New small businesses crop up in York County in wake of pandemic

Tina Locurto
York Dispatch
Dr. Leslie O'Dell, clinical director of Medical Optometry America, poses with an Oculus Keratograph at the recently-opened Shrewsbury office Tuesday, Jan. 5, 2021. The device performs corneal topography and dry eye analysis. Bill Kalina photo

While the COVID-19 pandemic has brought uncertainty and instability for many York County residents, others have used it to take a leap and launch a small business.

New businesses in varying industries have cropped up in York County since the pandemic began in March.

In York City alone, 20 new businesses set up shops since the start of the pandemic, according to Kevin Schreiber, the president and CEO of the York County Economic Alliance. 

"There's a historic trend of businesses opening in the wake of recessions," Schreiber said. "Opening a small business always has a plethora of challenges with it, but entrepreneurs are risk takers willing to take that step forward."

There isn't one single industry that has succeeded more in the pandemic above another, but Schreiber said more health care, food services and technology businesses have launched as a result of COVID-19.

He added that the influx of new businesses in times of crisis often result from a gap in that particular market. 

That was just the case for Dr. Leslie O'Dell, who launched Medical Optometry America in Shrewsbury Township. 

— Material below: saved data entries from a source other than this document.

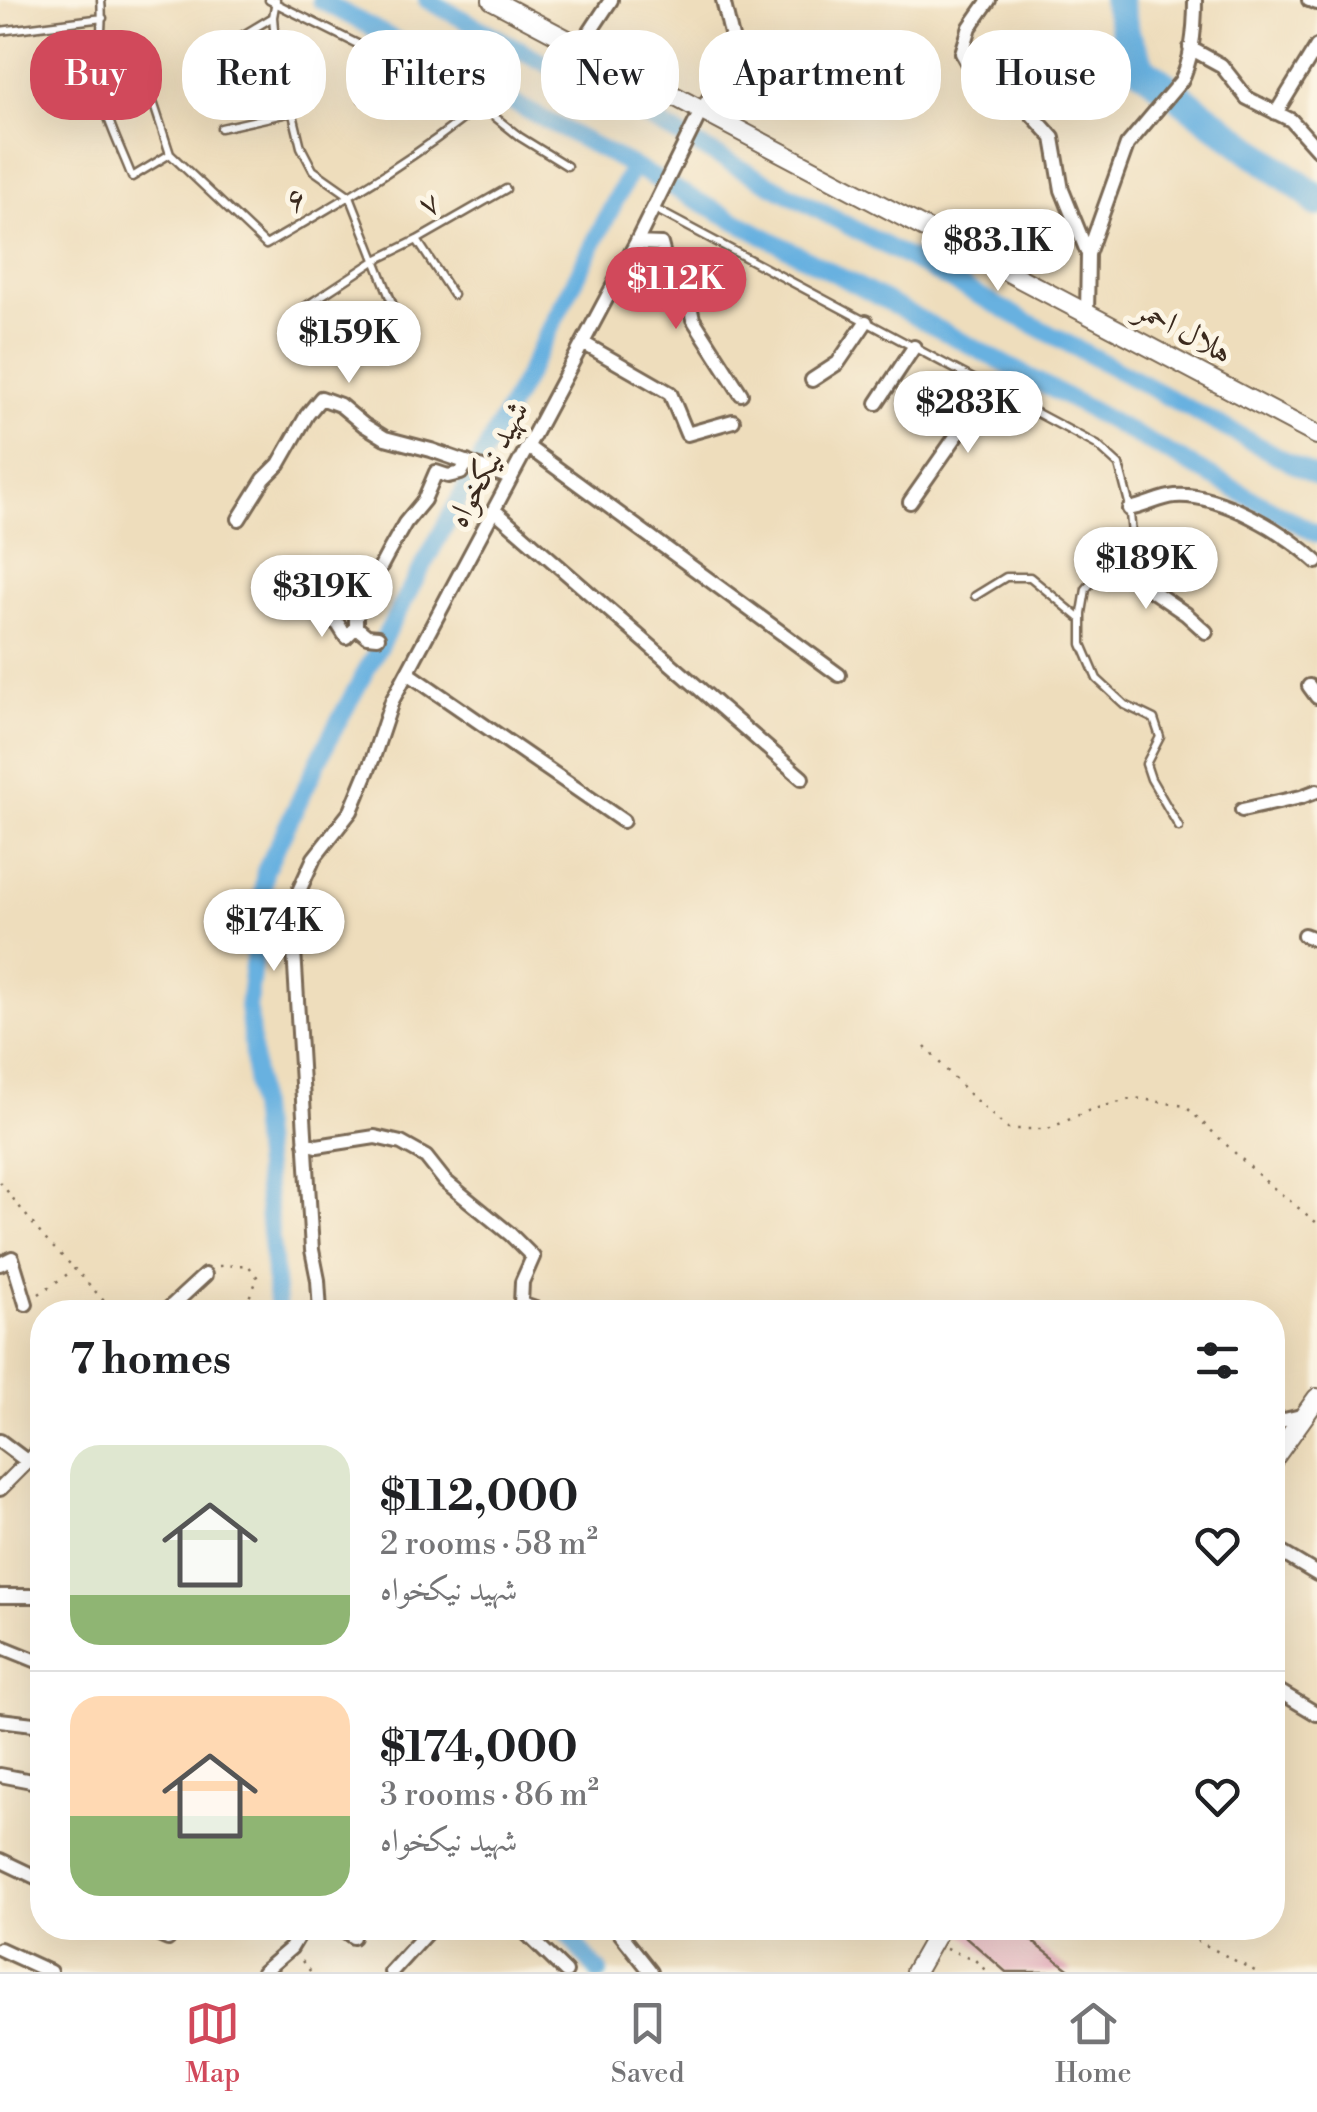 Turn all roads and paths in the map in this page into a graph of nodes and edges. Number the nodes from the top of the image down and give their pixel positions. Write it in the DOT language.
graph roads {
  1 [pos="101,0"];
  2 [pos="492,0"];
  3 [pos="612,0"];
  4 [pos="723,0"];
  5 [pos="989,0"];
  6 [pos="1195,0"];
  7 [pos="1309,0"];
  8 [pos="274,1"];
  9 [pos="1317,3"];
  10 [pos="528,9"];
  11 [pos="273,17"];
  12 [pos="103,18"];
  13 [pos="251,30"];
  14 [pos="274,30"];
  15 [pos="557,30"];
  16 [pos="592,30"];
  17 [pos="730,30"];
  18 [pos="0,31"];
  19 [pos="346,38"];
  20 [pos="1317,46"];
  21 [pos="1190,48"];
  22 [pos="1276,112"];
  23 [pos="699,115"];
  24 [pos="159,120"];
  25 [pos="257,120"];
  26 [pos="295,120"];
  27 [pos="462,120"];
  28 [pos="499,120"];
  29 [pos="718,120"];
  30 [pos="221,128"];
  31 [pos="1317,149"];
  32 [pos="170,154"];
  33 [pos="567,166"];
  34 [pos="506,189"];
  35 [pos="350,196"];
  36 [pos="654,208"];
  37 [pos="417,240"];
  38 [pos="636,242"];
  39 [pos="1088,254"];
  40 [pos="376,260"];
  41 [pos="453,295"];
  42 [pos="1087,314"];
  43 [pos="291,316"];
  44 [pos="866,322"];
  45 [pos="583,343"];
  46 [pos="914,347"];
  47 [pos="351,364"];
  48 [pos="812,380"];
  49 [pos="985,386"];
  50 [pos="741,394"];
  51 [pos="877,404"];
  52 [pos="733,421"];
  53 [pos="1317,436"];
  54 [pos="528,448"];
  55 [pos="474,465"];
  56 [pos="511,478"];
  57 [pos="910,502"];
  58 [pos="1130,509"];
  59 [pos="494,510"];
  60 [pos="239,519"];
  61 [pos="1113,558"];
  62 [pos="1317,562"];
  63 [pos="298,581"];
  64 [pos="974,596"];
  65 [pos="1082,620"];
  66 [pos="356,627"];
  67 [pos="1206,632"];
  68 [pos="378,637"];
  69 [pos="408,673"];
  70 [pos="839,675"];
  71 [pos="802,778"];
  72 [pos="1317,791"];
  73 [pos="1242,810"];
  74 [pos="623,821"];
  75 [pos="1179,827"];
  76 [pos="925,1047"];
  77 [pos="306,1143"];
  78 [pos="0,1182"];
  79 [pos="1317,1224"];
  80 [pos="0,1264"];
  81 [pos="75,1270"];
  82 [pos="206,1274"];
  83 [pos="32,1300"];
  84 [pos="103,1300"];
  85 [pos="178,1300"];
  86 [pos="247,1300"];
  87 [pos="319,1300"];
  88 [pos="522,1300"];
  89 [pos="30,1301"];
  90 [pos="26,1304"];
  91 [pos="1317,1398"];
  92 [pos="1305,1415"];
  93 [pos="1285,1420"];
  94 [pos="0,1441"];
  95 [pos="1285,1443"];
  96 [pos="28,1462"];
  97 [pos="0,1489"];
  98 [pos="1285,1554"];
  99 [pos="1317,1574"];
  100 [pos="0,1596"];
  101 [pos="30,1596"];
  102 [pos="0,1646"];
  103 [pos="30,1658"];
  104 [pos="1285,1695"];
  105 [pos="1317,1714"];
  106 [pos="0,1720"];
  107 [pos="30,1724"];
  108 [pos="0,1775"];
  109 [pos="30,1781"];
  110 [pos="0,1860"];
  111 [pos="30,1874"];
  112 [pos="296,1940"];
  113 [pos="420,1940"];
  114 [pos="533,1940"];
  115 [pos="626,1940"];
  116 [pos="933,1940"];
  117 [pos="941,1940"];
  118 [pos="1196,1940"];
  119 [pos="0,1949"];
  120 [pos="50,1972"];
  121 [pos="263,1972"];
  122 [pos="391,1972"];
  123 [pos="566,1972"];
  124 [pos="651,1972"];
  125 [pos="914,1972"];
  126 [pos="987,1972"];
  127 [pos="1257,1972"];
  1 -- 12 [label="lane"];
  2 -- 10 [label="main road, هلال احمر"];
  3 -- 16 [label="street"];
  4 -- 17 [label="street, شهید نیکخواه"];
  5 -- 39 [label="street"];
  6 -- 21 [label="street"];
  7 -- 9 [label="street"];
  8 -- 11 [label="lane"];
  8 -- 19 [label="lane"];
  10 -- 15 [label="main road, هلال احمر"];
  11 -- 13 [label="lane"];
  11 -- 14 [label="lane"];
  12 -- 18 [label="lane"];
  12 -- 32 [label="lane"];
  20 -- 22 [label="street"];
  21 -- 22 [label="street"];
  21 -- 39 [label="street"];
  22 -- 31 [label="street"];
  23 -- 36 [label="street, شهید نیکخواه"];
  24 -- 32 [label="lane"];
  25 -- 30 [label="lane"];
  26 -- 35 [label="lane"];
  27 -- 35 [label="lane, ۶"];
  28 -- 33 [label="lane"];
  29 -- 42 [label="main road, هلال احمر"];
  32 -- 35 [label="lane, ۶"];
  34 -- 37 [label="lane, ۷"];
  35 -- 40 [label="lane"];
  36 -- 38 [label="street, شهید نیکخواه"];
  36 -- 44 [label="lane"];
  37 -- 40 [label="lane, ۷"];
  37 -- 41 [label="lane"];
  38 -- 45 [label="street, شهید نیکخواه"];
  38 -- 50 [label="street"];
  39 -- 42 [label="street"];
  40 -- 43 [label="lane, ۷"];
  40 -- 47 [label="lane"];
  42 -- 53 [label="main road, هلال احمر"];
  44 -- 46 [label="lane"];
  44 -- 48 [label="street"];
  45 -- 52 [label="street"];
  45 -- 54 [label="street, شهید نیکخواه"];
  46 -- 49 [label="lane"];
  46 -- 51 [label="street"];
  49 -- 57 [label="street"];
  49 -- 58 [label="lane"];
  54 -- 56 [label="street, شهید نیکخواه"];
  54 -- 70 [label="street"];
  55 -- 56 [label="street"];
  55 -- 60 [label="street"];
  55 -- 66 [label="street"];
  56 -- 59 [label="street, شهید نیکخواه"];
  58 -- 61 [label="lane"];
  58 -- 62 [label="street"];
  59 -- 69 [label="street, شهید نیکخواه"];
  59 -- 71 [label="street"];
  61 -- 65 [label="lane"];
  61 -- 67 [label="street"];
  63 -- 66 [label="street"];
  64 -- 65 [label="lane"];
  65 -- 75 [label="lane"];
  66 -- 68 [label="street"];
  69 -- 74 [label="street"];
  69 -- 77 [label="street, شهید نیکخواه"];
  72 -- 73 [label="street"];
  76 -- 79 [label="path"];
  77 -- 87 [label="street, شهید نیکخواه"];
  77 -- 88 [label="street"];
  78 -- 81 [label="path"];
  80 -- 90 [label="street"];
  81 -- 83 [label="path"];
  81 -- 84 [label="path"];
  82 -- 85 [label="street"];
  82 -- 86 [label="path"];
  89 -- 90 [label="path"];
  91 -- 92 [label="main road"];
  92 -- 93 [label="street"];
  92 -- 95 [label="main road"];
  94 -- 96 [label="street"];
  96 -- 97 [label="street"];
  98 -- 99 [label="street"];
  100 -- 101 [label="street"];
  102 -- 103 [label="street"];
  104 -- 105 [label="street"];
  106 -- 107 [label="street"];
  108 -- 109 [label="street"];
  110 -- 111 [label="street"];
  112 -- 121 [label="street"];
  113 -- 122 [label="street"];
  114 -- 123 [label="street"];
  115 -- 124 [label="street"];
  116 -- 125 [label="main road"];
  117 -- 126 [label="path"];
  118 -- 127 [label="path"];
  119 -- 120 [label="street"];
}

Dr. Leslie O'Dell, clinical director of Medical Optometry America, left, demonstrates a temperature scanner with her colleague Dr. Melissa DeBello at the recently-opened Shrewsbury office Tuesday, Jan. 5, 2021. The device is used to screen patients for COVID-19 symptoms. Bill Kalina photo

"In eye care, it's become a perfect storm for opening this practice," O'Dell said. "With the shutdowns in spring, ophthalmology and optometry was one of the hardest hit professions. In this area, new patients are struggling to get in."

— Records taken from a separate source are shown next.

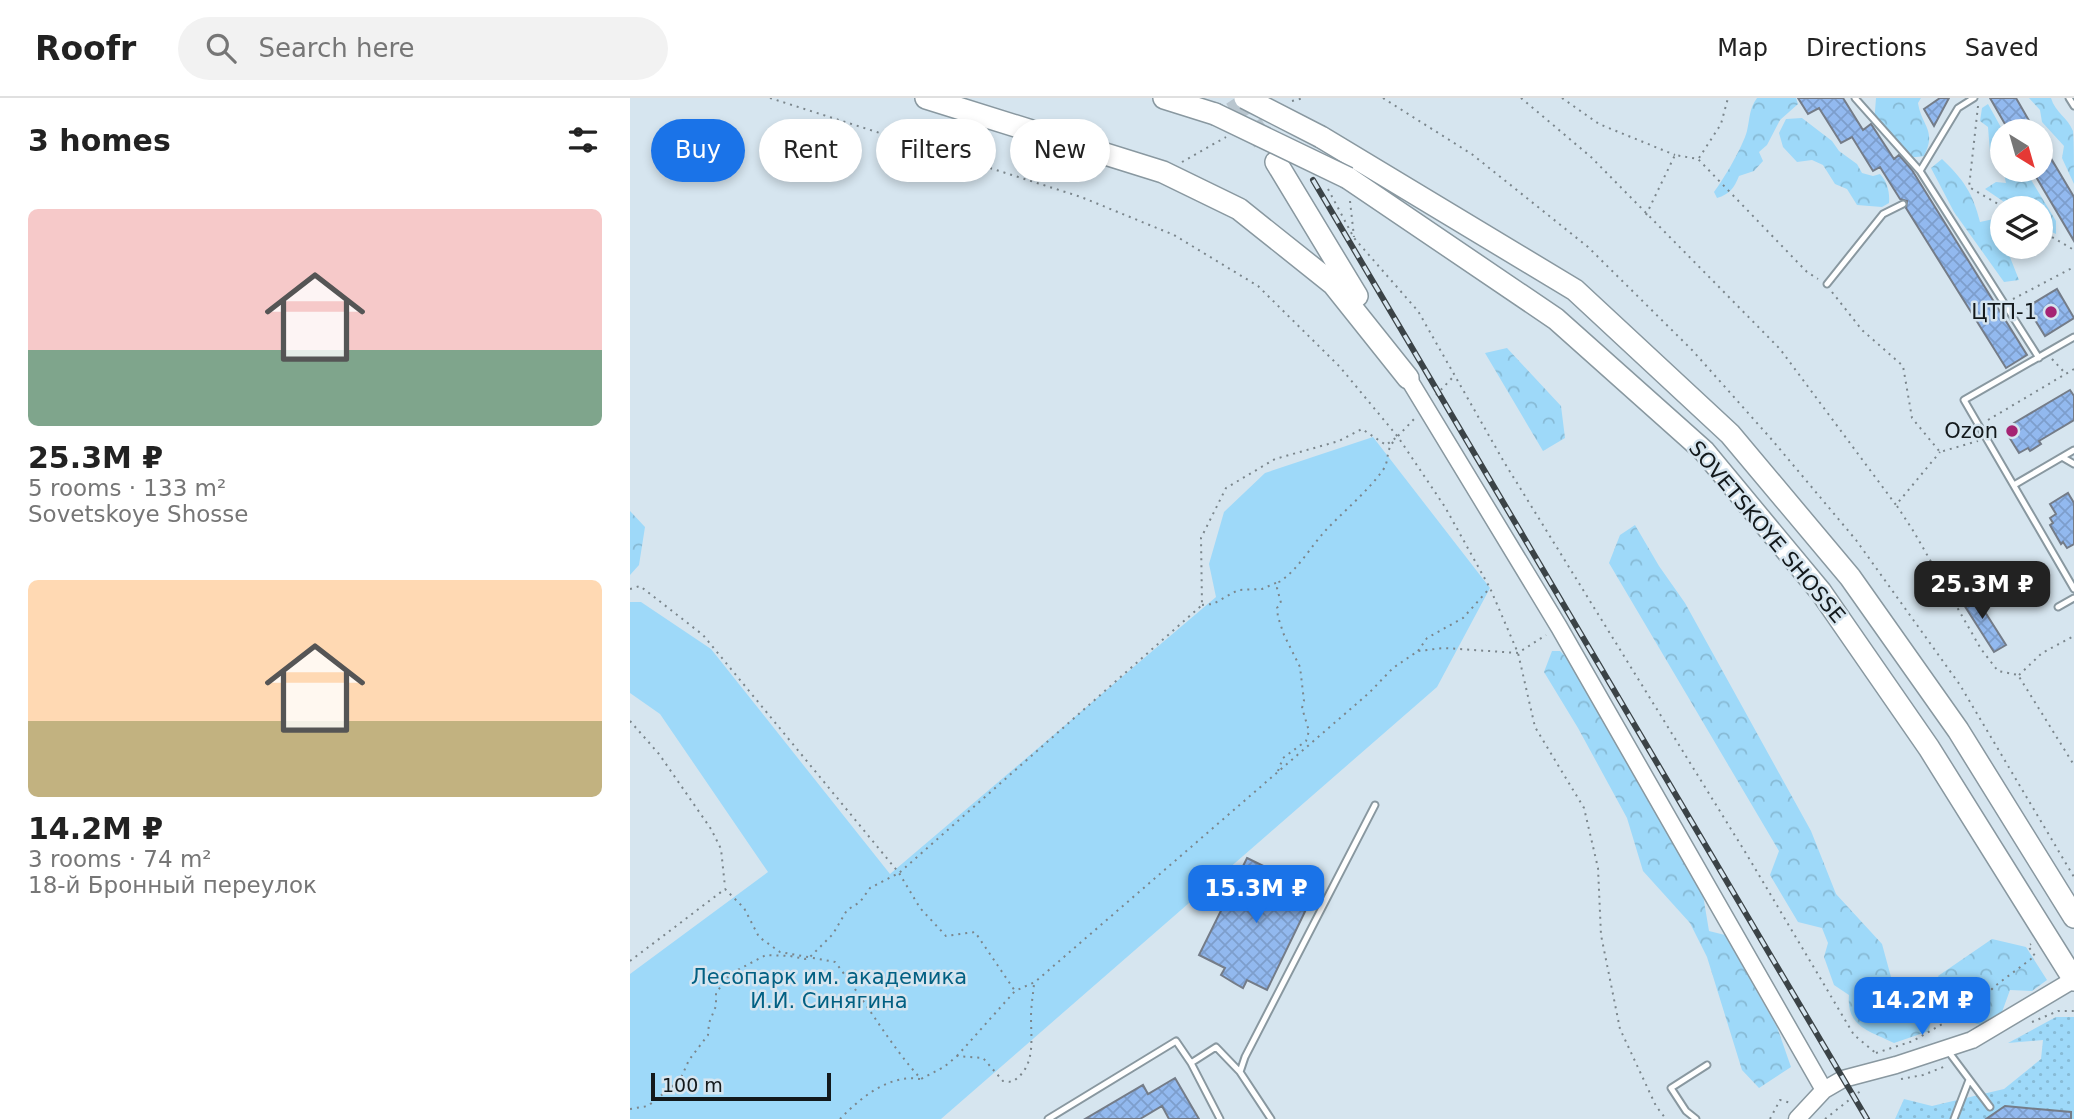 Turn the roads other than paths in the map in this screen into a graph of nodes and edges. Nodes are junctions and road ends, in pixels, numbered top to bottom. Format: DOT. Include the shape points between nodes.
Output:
graph roads {
  1 [pos="926,98"];
  2 [pos="1164,98"];
  3 [pos="1245,98"];
  4 [pos="1855,98"];
  5 [pos="1976,98"];
  6 [pos="2069,98"];
  7 [pos="2074,106"];
  8 [pos="1276,162"];
  9 [pos="1920,171"];
  10 [pos="1903,204"];
  11 [pos="1827,285"];
  12 [pos="2074,337"];
  13 [pos="2039,358"];
  14 [pos="1408,378"];
  15 [pos="2074,450"];
  16 [pos="2062,457"];
  17 [pos="2074,464"];
  18 [pos="2014,485"];
  19 [pos="2074,589"];
  20 [pos="2074,598"];
  21 [pos="2058,607"];
  22 [pos="1374,805"];
  23 [pos="2074,917"];
  24 [pos="2074,980"];
  25 [pos="1946,1048"];
  26 [pos="1191,1063"];
  27 [pos="1707,1065"];
  28 [pos="1240,1072"];
  29 [pos="1969,1080"];
  30 [pos="1824,1090"];
  31 [pos="1990,1107"];
  32 [pos="1801,1113"];
  33 [pos="1048,1119"];
  34 [pos="1220,1119"];
  35 [pos="1272,1119"];
  36 [pos="1696,1119"];
  37 [pos="1954,1119"];
  1 -- 14 [label="highway" via="1163,172 1239,209 1333,284"];
  2 -- 24 [label="highway, SOVETSKOYE SHOSSE, bridge" via="1215,114 1348,178 1556,319 1704,451 1829,603 1929,748"];
  3 -- 23 [label="highway, SOVETSKOYE SHOSSE, bridge" via="1321,137 1575,290 1730,434 1850,577 1958,730"];
  4 -- 9 [label="lane"];
  5 -- 9 [label="lane" via="1958,108"];
  6 -- 7 [label="lane"];
  8 -- 14 [label="highway"];
  9 -- 13 [label="lane"];
  10 -- 11 [label="lane" via="1883,214"];
  12 -- 13 [label="lane"];
  13 -- 18 [label="lane" via="1964,400"];
  14 -- 30 [label="street" via="1559,627"];
  15 -- 16 [label="lane"];
  16 -- 17 [label="lane"];
  16 -- 18 [label="lane"];
  18 -- 19 [label="lane"];
  20 -- 21 [label="lane"];
  22 -- 28 [label="lane"];
  24 -- 25 [label="street" via="1972,1040"];
  25 -- 29 [label="lane"];
  25 -- 30 [label="street" via="1843,1079"];
  26 -- 28 [label="lane" via="1216,1047"];
  26 -- 33 [label="lane" via="1176,1041"];
  26 -- 34 [label="lane"];
  27 -- 36 [label="lane" via="1671,1088"];
  28 -- 35 [label="lane"];
  29 -- 31 [label="lane"];
  29 -- 37 [label="lane"];
  30 -- 32 [label="street"];
}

The repercussions of Gov. Tom Wolf's mandatory lockdown in March only provided O'Dell and her team with more time to prepare — and adjust accordingly to new practices shaped by COVID-19. 

"We could re-create our workspace so that we didn't have to fit a circle into a square — which is what a lot of practices had to do when they opened back up," O'Dell added. 

For example, digital thermometers and computerized systems greeted patients upon entry, eliminating the need for unnecessary human contact. 

One of the unintended and unprecedented outcomes of COVID-19 on small businesses, Schreiber said, would be how owners prepare for future health crises.

"I think there's going to be this thought process of how we do things differently," Schreiber said. 

Through the York County Economic Alliance, however, Schreiber and his team have helped small businesses obtain pandemic resources and financial compensation, he said.

One such means of aid came in the form of the Bloom Startup Grant Pitch, which provided funding of up to $2,500 to newly developed York County businesses.

Izzy's Cupcakes was one of eight small companies that received a grant from the York County Economic Alliance in December. 

"It was a blessing," owner Izzy Espinal said, adding that she will use the grant money to build a new website for her small business. 

Izzy's Cupcakes, which launched in July, is currently operating as a partnership out of Prince Street Cafe, located at 2 W. Market St. 

In addition to Prince Street Cafe selling Espinal's cupcakes, she takes catering orders,  too.

Though opening in the middle of a pandemic provided obstacles for Espinal, she said it was the perfect time for her to get started with her small business.

Some of the more challenging aspects, however, have been the lack of in-person communication with clients and a shortage of baking supplies brought on by the increase of people turning to baking as a hobby during the pandemic. 

In addition to designing a website, Espinal is working toward having her own storefront. The boost from the York County Economic Alliance will help "tremendously" with those goals, she said. 

Though Espinal is a new business owner still learning the basics, she said her experience thus far has been rewarding.

"You have to deal with what's given to you," Espinal said. "As long as you have the right mind and you're passionate about something, you're gonna get there."